[Stored items from a collection]
#####
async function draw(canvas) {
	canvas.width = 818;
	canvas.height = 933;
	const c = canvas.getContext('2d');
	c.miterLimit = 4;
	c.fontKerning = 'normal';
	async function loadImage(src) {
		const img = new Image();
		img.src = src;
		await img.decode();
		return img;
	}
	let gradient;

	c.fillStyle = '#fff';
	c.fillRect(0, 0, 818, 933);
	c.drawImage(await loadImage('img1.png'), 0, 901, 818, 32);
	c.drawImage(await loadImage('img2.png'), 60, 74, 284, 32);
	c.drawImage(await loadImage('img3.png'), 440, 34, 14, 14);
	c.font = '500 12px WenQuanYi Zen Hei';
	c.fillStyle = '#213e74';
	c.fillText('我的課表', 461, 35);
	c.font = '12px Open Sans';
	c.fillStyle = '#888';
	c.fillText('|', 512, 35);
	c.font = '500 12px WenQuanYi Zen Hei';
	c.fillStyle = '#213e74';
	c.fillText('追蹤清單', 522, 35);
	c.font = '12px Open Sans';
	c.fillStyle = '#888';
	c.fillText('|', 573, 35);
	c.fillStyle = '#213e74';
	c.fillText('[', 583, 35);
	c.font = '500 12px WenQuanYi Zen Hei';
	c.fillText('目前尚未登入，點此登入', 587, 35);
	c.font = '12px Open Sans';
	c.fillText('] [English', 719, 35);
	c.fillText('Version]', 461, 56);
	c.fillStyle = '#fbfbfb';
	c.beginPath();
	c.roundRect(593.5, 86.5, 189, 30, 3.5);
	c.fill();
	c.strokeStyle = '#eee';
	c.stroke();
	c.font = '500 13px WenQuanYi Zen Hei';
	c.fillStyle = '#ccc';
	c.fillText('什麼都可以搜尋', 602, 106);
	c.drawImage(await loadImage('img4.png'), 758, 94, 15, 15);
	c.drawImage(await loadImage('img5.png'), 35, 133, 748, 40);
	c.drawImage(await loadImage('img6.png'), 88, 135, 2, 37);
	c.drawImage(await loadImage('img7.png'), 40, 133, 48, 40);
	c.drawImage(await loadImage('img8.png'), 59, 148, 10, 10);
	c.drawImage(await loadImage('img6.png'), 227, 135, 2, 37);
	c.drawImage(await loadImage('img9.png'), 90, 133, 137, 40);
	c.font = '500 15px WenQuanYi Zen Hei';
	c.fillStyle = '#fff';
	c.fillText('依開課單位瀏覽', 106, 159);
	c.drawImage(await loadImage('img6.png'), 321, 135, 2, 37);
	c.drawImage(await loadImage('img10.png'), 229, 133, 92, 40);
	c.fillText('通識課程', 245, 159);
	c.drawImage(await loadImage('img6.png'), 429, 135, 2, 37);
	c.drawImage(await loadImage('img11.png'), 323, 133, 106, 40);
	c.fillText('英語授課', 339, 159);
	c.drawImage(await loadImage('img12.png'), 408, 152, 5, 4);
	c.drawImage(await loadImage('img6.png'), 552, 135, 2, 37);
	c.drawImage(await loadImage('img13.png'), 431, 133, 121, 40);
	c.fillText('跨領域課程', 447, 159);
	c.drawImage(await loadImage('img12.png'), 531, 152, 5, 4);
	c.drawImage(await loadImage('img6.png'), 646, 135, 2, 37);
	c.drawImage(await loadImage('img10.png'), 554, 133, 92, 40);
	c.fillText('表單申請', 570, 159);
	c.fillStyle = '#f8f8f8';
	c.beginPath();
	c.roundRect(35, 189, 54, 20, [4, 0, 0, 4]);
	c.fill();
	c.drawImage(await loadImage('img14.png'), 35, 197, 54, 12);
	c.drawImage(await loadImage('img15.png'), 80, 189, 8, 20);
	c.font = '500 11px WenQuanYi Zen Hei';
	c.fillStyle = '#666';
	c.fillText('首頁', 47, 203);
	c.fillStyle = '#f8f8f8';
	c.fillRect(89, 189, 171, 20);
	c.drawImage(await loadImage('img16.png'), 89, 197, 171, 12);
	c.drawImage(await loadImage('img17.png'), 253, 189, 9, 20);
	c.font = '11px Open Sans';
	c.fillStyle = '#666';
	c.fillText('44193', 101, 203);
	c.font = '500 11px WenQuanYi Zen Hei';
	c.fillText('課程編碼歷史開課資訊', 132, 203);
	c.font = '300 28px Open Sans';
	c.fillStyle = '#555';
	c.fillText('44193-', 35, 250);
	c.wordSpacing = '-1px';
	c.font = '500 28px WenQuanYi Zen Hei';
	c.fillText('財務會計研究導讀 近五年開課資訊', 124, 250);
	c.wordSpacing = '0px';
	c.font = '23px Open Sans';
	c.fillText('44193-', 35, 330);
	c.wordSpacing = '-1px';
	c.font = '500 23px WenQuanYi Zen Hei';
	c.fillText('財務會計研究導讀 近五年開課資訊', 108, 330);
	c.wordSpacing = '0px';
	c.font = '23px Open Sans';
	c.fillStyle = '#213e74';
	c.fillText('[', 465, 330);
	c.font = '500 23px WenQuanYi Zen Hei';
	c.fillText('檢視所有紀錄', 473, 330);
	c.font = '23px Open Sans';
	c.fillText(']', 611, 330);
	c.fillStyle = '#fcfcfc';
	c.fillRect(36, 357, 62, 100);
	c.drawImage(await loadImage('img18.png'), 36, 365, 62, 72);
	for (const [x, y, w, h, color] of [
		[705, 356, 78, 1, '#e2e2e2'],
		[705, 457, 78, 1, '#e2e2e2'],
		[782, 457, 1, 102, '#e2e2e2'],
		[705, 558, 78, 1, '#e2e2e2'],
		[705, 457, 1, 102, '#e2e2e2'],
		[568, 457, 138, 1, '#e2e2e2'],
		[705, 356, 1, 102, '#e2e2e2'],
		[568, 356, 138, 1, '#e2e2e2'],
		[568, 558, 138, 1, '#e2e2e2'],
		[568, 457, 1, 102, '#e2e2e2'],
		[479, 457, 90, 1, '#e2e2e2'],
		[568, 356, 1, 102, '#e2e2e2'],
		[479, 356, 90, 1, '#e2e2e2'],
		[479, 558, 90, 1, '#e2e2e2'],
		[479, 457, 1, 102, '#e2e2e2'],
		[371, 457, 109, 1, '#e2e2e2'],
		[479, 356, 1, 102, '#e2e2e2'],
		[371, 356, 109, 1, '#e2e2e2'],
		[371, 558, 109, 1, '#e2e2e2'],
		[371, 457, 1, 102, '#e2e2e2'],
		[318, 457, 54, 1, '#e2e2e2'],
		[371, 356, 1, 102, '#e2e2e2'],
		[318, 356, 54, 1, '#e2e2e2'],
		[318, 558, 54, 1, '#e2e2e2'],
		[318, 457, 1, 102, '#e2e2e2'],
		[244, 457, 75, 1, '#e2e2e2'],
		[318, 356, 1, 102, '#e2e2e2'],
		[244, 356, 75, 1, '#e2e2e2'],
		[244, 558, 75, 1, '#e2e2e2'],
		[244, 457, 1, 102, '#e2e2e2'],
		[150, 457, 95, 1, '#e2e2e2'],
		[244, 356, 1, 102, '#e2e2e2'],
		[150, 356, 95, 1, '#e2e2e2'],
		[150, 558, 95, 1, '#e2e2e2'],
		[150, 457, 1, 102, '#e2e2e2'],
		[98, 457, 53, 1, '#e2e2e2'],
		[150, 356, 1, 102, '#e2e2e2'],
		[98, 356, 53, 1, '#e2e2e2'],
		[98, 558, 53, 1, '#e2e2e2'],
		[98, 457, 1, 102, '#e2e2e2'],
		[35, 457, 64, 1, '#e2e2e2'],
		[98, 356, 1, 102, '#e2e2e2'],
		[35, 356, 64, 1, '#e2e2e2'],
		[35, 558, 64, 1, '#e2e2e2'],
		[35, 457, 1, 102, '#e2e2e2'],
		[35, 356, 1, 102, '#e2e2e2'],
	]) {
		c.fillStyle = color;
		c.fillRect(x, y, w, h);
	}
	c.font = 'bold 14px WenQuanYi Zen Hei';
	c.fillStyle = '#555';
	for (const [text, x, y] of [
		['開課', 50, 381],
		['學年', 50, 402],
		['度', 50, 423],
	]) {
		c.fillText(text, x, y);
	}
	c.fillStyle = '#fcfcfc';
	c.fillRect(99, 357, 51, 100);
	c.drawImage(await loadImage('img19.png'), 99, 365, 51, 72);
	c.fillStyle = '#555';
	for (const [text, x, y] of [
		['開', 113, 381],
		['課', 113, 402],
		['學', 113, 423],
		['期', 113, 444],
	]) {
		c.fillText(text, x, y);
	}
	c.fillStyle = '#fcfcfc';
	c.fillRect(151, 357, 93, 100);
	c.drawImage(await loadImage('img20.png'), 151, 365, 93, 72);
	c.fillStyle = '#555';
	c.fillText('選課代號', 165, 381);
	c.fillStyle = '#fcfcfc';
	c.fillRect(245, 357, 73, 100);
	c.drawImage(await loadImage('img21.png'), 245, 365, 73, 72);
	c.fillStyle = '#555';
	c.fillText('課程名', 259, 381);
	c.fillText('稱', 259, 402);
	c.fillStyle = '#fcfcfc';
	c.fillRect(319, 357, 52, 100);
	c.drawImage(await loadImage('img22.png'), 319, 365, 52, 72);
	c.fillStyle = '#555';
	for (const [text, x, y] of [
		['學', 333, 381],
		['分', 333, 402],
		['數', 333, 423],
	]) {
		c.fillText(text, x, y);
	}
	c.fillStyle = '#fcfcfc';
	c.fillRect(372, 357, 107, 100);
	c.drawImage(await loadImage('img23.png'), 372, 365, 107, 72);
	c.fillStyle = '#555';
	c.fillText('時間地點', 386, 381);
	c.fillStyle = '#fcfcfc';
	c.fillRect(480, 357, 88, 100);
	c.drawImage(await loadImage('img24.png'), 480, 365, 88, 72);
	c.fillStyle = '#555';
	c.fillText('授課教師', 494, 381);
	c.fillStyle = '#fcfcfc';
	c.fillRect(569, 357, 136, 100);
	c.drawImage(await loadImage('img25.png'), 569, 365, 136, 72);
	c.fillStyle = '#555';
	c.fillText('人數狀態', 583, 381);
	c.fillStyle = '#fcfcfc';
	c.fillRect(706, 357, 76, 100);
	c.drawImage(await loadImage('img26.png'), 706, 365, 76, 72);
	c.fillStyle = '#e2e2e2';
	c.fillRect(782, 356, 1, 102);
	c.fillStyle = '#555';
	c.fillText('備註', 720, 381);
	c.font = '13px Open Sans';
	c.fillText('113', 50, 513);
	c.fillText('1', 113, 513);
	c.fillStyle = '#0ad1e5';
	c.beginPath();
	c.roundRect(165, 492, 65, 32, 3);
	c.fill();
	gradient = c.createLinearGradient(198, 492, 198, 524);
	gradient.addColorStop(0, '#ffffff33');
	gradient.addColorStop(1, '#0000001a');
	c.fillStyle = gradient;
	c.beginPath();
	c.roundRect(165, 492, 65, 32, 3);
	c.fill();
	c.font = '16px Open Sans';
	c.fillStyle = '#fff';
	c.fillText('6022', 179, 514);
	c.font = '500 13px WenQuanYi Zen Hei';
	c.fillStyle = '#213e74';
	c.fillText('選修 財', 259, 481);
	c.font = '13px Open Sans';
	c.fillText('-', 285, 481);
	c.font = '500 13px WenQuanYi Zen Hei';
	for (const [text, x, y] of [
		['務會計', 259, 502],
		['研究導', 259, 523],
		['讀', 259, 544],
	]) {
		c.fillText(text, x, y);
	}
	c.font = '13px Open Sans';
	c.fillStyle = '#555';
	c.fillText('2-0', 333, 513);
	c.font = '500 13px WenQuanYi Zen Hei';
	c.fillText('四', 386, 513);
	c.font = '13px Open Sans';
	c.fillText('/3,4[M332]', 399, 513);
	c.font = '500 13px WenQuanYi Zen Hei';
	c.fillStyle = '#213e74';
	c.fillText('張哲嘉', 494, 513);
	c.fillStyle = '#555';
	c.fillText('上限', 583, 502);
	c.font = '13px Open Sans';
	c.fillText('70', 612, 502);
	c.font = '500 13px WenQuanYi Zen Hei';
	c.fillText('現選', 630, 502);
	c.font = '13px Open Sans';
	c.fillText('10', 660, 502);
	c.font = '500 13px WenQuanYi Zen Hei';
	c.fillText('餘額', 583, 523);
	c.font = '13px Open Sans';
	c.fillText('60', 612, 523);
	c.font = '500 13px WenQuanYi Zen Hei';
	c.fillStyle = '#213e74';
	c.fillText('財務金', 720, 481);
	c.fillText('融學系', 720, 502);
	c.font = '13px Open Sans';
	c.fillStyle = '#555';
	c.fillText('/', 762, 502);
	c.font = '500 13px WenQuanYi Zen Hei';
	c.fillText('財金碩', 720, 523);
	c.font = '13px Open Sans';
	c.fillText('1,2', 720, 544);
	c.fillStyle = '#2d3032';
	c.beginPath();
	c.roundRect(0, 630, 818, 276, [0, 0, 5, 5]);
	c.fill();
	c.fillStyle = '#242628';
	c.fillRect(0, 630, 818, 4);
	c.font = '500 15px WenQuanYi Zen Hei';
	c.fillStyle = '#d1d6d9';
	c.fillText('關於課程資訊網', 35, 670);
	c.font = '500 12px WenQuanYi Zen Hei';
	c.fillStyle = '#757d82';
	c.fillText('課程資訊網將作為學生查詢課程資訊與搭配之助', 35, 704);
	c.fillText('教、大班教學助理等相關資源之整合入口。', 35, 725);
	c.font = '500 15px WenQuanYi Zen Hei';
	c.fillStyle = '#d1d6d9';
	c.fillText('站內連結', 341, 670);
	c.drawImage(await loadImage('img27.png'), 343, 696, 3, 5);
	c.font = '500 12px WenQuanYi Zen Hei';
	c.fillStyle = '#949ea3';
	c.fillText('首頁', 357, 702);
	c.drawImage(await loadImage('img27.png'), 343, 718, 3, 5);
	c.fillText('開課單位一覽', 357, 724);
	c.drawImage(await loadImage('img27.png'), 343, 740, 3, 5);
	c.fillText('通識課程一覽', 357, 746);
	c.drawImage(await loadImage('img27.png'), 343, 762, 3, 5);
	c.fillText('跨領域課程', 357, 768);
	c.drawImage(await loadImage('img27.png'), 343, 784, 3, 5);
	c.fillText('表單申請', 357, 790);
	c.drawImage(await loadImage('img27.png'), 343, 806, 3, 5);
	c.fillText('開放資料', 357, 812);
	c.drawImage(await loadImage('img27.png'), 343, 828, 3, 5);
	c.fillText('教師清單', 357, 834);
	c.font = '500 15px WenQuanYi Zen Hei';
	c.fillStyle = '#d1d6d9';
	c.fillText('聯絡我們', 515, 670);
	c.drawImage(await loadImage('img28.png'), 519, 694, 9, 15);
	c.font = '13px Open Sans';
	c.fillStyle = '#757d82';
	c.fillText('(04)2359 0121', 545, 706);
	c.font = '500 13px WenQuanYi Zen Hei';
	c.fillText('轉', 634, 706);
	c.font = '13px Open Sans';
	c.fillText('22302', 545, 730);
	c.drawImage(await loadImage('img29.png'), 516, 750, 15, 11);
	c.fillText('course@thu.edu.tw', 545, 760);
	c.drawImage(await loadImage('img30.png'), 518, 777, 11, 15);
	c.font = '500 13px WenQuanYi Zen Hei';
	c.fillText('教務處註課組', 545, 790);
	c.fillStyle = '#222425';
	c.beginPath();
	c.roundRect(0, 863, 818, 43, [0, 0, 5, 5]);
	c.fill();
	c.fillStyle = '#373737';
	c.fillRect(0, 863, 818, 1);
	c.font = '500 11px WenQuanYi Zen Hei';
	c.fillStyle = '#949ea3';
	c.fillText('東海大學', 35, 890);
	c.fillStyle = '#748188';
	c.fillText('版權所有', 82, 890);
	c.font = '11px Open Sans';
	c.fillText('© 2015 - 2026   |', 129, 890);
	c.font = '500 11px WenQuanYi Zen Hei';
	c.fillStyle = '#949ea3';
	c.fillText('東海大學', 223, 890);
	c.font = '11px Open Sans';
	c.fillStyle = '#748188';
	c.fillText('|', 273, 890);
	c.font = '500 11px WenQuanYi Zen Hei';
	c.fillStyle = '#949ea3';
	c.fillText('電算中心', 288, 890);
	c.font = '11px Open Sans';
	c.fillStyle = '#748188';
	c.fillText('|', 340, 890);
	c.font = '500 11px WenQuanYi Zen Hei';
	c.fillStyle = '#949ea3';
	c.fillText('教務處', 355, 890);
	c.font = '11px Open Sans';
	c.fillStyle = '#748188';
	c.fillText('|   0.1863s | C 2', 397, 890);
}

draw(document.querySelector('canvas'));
#####
All lines from the start of the entries through the line where "c.drawImage(await loadImage('img5.png'), 35, 133, 748, 40);" sits should be duplicated exactly, with nothing else in the output.

async function draw(canvas) {
	canvas.width = 818;
	canvas.height = 933;
	const c = canvas.getContext('2d');
	c.miterLimit = 4;
	c.fontKerning = 'normal';
	async function loadImage(src) {
		const img = new Image();
		img.src = src;
		await img.decode();
		return img;
	}
	let gradient;

	c.fillStyle = '#fff';
	c.fillRect(0, 0, 818, 933);
	c.drawImage(await loadImage('img1.png'), 0, 901, 818, 32);
	c.drawImage(await loadImage('img2.png'), 60, 74, 284, 32);
	c.drawImage(await loadImage('img3.png'), 440, 34, 14, 14);
	c.font = '500 12px WenQuanYi Zen Hei';
	c.fillStyle = '#213e74';
	c.fillText('我的課表', 461, 35);
	c.font = '12px Open Sans';
	c.fillStyle = '#888';
	c.fillText('|', 512, 35);
	c.font = '500 12px WenQuanYi Zen Hei';
	c.fillStyle = '#213e74';
	c.fillText('追蹤清單', 522, 35);
	c.font = '12px Open Sans';
	c.fillStyle = '#888';
	c.fillText('|', 573, 35);
	c.fillStyle = '#213e74';
	c.fillText('[', 583, 35);
	c.font = '500 12px WenQuanYi Zen Hei';
	c.fillText('目前尚未登入，點此登入', 587, 35);
	c.font = '12px Open Sans';
	c.fillText('] [English', 719, 35);
	c.fillText('Version]', 461, 56);
	c.fillStyle = '#fbfbfb';
	c.beginPath();
	c.roundRect(593.5, 86.5, 189, 30, 3.5);
	c.fill();
	c.strokeStyle = '#eee';
	c.stroke();
	c.font = '500 13px WenQuanYi Zen Hei';
	c.fillStyle = '#ccc';
	c.fillText('什麼都可以搜尋', 602, 106);
	c.drawImage(await loadImage('img4.png'), 758, 94, 15, 15);
	c.drawImage(await loadImage('img5.png'), 35, 133, 748, 40);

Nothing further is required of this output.